Material Culture Culture is printed two times a year for members of PAS:APAL. It is abstracted and indexed in: JSTOR, ProQuest, History and Life, Historical Abstracts, GeoAbstracts, and the MLA International Bibliography. You may download a PDF of the table of contents of the current issue here. The Spring 2020 issue of Material Culture includes:

Antecedent Landscapes and Las Vegas Casinos: Exploring Place through a Referential Perspective

Rex J. Rowley, Department of Geography, Geology, and the Environment, Illinois State University

Abstract The image of Las Vegas known throughout the world differs from the lived experience of Las Vegas residents. Yet, even within everyday, local spaces in Las Vegas, evidence abounds of the influence of the Strip and what it symbolizes. I look to the cultural landscape and suggest the idea of antecedent landscapes as one way to explore a sense of place that simultaneously influences and is influenced by Las Vegas tourist imaginaries. An antecedent landscape is one that serves as inspiration for another landscape. I describe several ways in which place is engendered and evoked under the sway of antecedent landscapes. As a direct reference to the Las Vegas Strip, everyday landscapes — casino and otherwise — illustrate a blurred, complicated, and tethered connection between the tourist’s Las Vegas and that of the local. And, antecedent suburban landscapes that influence these same casino complexes in Las Vegas suburbs illustrate a pattern of casino emplacement within a neighborhood, further underscoring that bond between “Vegas” and everyday life. The idea of antecedent landscapes can be extended to a number of other contexts in order to better understand the human experience in place.

Fiesta Rancho Hotel and Casino. Photo by the author of article.

Fiesta Rancho Hotel and Casino. Photo by the author.

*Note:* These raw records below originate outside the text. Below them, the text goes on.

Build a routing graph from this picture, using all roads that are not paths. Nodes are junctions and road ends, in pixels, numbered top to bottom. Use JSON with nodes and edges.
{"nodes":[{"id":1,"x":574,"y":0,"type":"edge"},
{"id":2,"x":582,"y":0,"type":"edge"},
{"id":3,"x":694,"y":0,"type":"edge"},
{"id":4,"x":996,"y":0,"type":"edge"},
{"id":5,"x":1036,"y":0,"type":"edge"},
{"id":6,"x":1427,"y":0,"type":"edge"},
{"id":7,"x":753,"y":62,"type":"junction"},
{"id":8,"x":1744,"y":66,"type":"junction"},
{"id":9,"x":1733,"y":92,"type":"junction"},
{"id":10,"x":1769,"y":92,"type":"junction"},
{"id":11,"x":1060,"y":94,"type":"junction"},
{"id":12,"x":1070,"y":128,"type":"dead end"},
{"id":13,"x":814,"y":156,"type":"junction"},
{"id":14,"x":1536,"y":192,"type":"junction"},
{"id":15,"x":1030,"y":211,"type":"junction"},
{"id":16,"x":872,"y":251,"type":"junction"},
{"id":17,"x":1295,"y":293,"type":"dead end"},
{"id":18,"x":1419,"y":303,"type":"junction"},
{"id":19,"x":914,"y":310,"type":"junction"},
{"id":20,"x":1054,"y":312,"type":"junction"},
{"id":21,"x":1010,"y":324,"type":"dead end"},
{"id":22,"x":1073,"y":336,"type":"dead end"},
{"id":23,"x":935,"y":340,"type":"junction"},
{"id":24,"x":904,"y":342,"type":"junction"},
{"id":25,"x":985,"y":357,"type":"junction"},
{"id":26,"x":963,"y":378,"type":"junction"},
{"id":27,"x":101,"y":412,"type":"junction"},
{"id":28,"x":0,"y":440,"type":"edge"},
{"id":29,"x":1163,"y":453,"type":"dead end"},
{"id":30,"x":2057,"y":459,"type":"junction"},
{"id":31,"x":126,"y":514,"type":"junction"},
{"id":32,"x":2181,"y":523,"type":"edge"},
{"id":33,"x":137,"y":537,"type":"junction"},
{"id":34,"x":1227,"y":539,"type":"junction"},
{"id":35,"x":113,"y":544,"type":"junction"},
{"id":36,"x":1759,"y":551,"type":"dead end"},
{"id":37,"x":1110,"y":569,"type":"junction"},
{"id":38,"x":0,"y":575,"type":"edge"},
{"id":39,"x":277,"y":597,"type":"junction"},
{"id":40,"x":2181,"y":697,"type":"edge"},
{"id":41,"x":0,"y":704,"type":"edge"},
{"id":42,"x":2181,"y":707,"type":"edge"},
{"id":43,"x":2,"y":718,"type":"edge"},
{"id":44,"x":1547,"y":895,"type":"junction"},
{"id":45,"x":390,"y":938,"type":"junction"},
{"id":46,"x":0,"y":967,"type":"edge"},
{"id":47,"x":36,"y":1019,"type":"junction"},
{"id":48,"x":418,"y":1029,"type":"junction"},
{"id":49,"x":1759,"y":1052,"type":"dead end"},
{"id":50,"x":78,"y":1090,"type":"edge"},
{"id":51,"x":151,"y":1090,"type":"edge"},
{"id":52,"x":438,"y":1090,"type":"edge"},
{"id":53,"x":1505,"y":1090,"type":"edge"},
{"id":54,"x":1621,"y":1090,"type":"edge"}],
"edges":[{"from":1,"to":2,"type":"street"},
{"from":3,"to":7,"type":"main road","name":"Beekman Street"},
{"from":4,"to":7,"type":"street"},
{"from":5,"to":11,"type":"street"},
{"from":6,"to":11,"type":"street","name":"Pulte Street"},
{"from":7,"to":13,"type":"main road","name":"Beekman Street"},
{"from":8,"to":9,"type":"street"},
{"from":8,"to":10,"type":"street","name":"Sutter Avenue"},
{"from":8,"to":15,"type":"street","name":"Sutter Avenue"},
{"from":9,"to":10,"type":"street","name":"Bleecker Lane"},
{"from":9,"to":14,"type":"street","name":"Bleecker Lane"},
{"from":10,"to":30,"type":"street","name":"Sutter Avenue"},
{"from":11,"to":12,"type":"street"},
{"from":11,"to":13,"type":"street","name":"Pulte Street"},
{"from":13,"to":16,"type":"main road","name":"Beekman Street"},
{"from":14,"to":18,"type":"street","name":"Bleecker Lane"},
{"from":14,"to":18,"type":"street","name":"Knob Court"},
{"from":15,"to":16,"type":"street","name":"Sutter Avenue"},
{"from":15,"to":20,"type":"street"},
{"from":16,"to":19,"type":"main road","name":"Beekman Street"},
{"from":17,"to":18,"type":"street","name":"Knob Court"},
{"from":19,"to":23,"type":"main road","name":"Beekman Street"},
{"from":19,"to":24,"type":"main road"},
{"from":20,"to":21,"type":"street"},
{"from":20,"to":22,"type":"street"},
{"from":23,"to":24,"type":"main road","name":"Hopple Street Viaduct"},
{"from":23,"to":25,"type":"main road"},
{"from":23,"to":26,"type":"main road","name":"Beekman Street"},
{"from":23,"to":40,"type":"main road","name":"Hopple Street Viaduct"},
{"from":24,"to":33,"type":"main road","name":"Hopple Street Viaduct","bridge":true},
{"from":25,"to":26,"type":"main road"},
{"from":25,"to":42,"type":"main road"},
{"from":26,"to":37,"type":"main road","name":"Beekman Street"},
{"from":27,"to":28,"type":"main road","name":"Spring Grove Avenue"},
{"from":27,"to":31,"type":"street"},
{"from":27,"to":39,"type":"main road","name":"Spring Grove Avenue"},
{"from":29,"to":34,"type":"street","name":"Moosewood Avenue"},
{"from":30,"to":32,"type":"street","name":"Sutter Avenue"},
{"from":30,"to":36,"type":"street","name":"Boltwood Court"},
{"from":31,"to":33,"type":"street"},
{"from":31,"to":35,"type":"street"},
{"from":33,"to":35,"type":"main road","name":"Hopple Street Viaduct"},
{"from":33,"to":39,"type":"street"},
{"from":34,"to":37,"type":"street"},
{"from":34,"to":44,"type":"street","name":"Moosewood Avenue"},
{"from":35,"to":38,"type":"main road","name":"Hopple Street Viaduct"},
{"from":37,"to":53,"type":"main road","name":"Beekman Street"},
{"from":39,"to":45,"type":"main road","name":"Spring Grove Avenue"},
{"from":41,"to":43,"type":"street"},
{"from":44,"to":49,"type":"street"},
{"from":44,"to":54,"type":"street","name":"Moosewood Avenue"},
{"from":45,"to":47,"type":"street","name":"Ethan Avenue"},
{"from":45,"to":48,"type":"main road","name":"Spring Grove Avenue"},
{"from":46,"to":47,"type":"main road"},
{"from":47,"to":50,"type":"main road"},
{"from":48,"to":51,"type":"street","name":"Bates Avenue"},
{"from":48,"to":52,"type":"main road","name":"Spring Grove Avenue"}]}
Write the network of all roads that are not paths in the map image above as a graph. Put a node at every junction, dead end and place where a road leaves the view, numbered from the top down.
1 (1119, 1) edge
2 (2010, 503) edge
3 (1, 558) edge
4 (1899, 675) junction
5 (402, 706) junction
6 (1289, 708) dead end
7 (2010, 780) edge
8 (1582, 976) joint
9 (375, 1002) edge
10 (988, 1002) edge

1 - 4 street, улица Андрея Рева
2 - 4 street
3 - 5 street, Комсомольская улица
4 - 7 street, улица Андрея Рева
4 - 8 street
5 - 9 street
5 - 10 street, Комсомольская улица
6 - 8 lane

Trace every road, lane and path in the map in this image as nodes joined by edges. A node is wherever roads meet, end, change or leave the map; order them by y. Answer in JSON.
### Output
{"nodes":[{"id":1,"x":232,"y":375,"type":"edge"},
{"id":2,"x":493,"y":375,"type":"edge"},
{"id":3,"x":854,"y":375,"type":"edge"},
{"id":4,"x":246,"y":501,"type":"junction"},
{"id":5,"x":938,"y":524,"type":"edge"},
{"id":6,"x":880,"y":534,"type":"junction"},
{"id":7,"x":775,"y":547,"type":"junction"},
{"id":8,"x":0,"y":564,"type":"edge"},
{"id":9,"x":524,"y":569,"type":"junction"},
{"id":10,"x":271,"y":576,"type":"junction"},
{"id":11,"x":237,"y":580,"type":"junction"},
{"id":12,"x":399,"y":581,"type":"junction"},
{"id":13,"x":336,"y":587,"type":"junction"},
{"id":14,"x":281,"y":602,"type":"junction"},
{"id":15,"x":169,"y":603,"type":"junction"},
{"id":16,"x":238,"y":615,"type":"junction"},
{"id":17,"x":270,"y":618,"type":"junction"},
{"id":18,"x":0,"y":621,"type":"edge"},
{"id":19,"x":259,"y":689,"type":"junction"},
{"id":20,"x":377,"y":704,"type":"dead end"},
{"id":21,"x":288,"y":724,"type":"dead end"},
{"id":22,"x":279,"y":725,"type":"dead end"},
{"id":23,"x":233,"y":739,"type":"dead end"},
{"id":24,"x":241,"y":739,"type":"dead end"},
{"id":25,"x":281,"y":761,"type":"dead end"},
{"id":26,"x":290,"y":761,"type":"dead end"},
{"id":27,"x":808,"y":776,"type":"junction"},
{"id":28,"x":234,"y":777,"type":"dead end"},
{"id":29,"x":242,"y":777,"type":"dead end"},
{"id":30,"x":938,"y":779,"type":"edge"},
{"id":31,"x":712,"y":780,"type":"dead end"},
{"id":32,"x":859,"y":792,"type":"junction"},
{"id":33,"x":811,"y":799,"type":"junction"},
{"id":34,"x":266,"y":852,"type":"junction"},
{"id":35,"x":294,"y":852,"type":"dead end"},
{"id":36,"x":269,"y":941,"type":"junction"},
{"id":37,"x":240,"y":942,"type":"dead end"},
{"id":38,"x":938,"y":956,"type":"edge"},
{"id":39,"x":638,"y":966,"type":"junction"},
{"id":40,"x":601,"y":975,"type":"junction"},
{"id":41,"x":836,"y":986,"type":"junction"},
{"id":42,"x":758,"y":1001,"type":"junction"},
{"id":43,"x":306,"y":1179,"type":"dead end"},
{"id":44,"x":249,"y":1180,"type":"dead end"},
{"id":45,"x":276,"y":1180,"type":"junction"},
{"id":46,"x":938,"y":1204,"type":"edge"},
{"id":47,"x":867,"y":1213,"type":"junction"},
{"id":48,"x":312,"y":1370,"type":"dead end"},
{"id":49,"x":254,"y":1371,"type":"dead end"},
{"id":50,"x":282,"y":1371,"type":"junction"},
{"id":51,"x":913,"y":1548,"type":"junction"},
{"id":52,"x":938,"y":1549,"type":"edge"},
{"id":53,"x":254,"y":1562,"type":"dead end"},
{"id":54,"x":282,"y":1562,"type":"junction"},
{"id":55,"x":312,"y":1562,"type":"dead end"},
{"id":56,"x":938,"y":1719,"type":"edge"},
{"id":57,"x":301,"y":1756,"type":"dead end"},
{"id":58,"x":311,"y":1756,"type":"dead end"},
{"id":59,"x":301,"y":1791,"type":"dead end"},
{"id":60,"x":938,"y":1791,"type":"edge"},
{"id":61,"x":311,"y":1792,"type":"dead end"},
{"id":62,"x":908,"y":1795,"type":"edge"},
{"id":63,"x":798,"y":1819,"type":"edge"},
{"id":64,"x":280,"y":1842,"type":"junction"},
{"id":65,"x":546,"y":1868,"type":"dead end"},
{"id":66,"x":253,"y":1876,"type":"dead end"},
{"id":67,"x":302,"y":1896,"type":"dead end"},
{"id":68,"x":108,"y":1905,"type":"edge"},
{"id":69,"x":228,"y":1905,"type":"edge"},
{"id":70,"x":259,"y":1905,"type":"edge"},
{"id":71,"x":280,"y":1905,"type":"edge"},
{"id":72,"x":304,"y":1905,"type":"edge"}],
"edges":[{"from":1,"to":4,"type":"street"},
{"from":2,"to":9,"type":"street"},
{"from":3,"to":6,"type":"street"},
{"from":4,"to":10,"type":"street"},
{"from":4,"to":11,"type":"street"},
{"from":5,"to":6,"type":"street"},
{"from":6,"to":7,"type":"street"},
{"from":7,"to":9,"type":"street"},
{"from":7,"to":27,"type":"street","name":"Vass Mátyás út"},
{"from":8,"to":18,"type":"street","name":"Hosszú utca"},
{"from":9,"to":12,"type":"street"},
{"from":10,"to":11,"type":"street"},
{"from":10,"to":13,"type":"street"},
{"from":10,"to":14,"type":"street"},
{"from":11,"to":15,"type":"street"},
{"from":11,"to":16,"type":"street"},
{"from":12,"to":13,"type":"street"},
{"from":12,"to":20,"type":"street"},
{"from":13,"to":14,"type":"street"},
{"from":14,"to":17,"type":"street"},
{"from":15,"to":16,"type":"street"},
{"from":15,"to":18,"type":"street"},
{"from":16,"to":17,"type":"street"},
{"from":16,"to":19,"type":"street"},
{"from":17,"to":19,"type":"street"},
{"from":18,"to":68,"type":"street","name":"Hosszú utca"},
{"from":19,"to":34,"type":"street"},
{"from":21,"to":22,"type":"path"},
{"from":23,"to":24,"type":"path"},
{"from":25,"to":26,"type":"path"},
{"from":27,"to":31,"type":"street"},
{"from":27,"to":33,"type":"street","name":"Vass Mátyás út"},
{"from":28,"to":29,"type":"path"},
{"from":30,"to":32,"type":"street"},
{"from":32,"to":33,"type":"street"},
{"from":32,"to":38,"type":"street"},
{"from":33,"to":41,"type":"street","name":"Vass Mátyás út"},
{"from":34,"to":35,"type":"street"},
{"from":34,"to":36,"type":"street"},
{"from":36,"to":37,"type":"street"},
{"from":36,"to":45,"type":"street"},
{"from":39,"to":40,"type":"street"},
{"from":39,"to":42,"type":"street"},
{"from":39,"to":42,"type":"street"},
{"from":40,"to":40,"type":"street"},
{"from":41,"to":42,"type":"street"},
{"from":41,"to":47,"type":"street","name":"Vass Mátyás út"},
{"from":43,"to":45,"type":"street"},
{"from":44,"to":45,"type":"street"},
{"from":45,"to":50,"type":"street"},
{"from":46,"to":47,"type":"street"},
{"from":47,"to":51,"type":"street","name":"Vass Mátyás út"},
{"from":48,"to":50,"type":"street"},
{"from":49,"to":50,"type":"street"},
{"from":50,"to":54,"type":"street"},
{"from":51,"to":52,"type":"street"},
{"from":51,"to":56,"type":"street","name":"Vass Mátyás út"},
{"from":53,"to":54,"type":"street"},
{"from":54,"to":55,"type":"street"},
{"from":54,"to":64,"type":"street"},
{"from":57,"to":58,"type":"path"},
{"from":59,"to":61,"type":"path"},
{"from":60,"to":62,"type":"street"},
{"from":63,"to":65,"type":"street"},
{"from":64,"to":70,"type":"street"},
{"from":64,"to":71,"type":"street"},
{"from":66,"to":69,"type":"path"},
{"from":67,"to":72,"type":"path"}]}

“Bowing to the God of Progress:” Automobiles, Urban Planning, & Greenville, South Carolina’s Confederate Monument

Joy Giguere, Department of History and Political Science, Penn State University – York

Abstract: While Southern states made efforts to memorialize the Confederate dead with monuments as soon as the close of the Civil War in 1865, the 1890s through the first decades of the 20th century marked the zenith of these activities. It was during this time period that monuments were placed in public spaces such as street intersections and courthouse lawns rather than in cemeteries. What many monument committees and communities failed to anticipate was how technology — particularly the popularity of the automobile — and urban expansion would force residents to reckon with the monuments erected during an earlier age. In the culturally charged atmosphere of the 21st century, in which the issue of Confederate monument removal is at the center of heated debates over questions of propriety vs. preservation of historical objects, an understanding of these objects as being subject to removal and relocation over the course of their history has largely been lost. The decision by city officials to relocate the Confederate Monument in downtown Greenville, South Carolina in the 1920s sparked a landmark series of court cases that ultimately resulted in the State supreme court ruling in favor of the city and its removal to the town’s Springwood Cemetery. This case established the precedent for the removability of monuments and paved the way for dozens of subsequent removals and relocations over the next half century.

Historical GIS for Vernacular Architecture Surveys & Virtual Reconstruction of Urban Cultural Landscapes: A Case Study in 1850s Wheeling, (West) Virginia

Dan Bonenberger, Department of Geography and Geology, Eastern Michigan University

Abstract: The reconstruction and interpretation of early American streetscapes is a tremendous challenge for preservationists and Virtual Heritage scholars alike. In historic preservation, reconstruction is taboo due to concerns over uncertainty and authenticity. Wheeling (West) Virginia’s Webster (now 20th) street, for example, has been so drastically altered by urban development and redevelopment over the past 160 years that only a single building from the 1850s survives. Lack of knowledge about this place has hampered the ability of scholars to interpret the early influences and world view of Rebecca Harding Davis, who lived there during the years prior to writing her seminal works of American Literary Realism. This paper examines opportunities and challenges associated with a geographic approach to the virtual reconstruction of such places. The methodology includes several important steps beginning with the identification, digitization, and storage of archival evidence. Historic maps were georegistered to recent orthophotographs in a Geographic Information System (GIS). Subsequent analysis identified likely surviving contemporary dwellings nearby, which were verified by research in deed and tax records and intensive field recording. To reconstruct the cultural landscape of Webster street, where Rebecca Harding Davis lived in the 1850s, 3D digital models were produced in SketchUp to visually reflect the quality of data available for each building. Accurate models of vernacular architecture and other cultural landscape elements were assembled upon a digital terrain model in Unity3D, and the scene was exported into the HTC Vive head-mounted Virtual Reality display. The entire system is evaluated as a tool for historic preservation, cultural geography, education, and interpretation.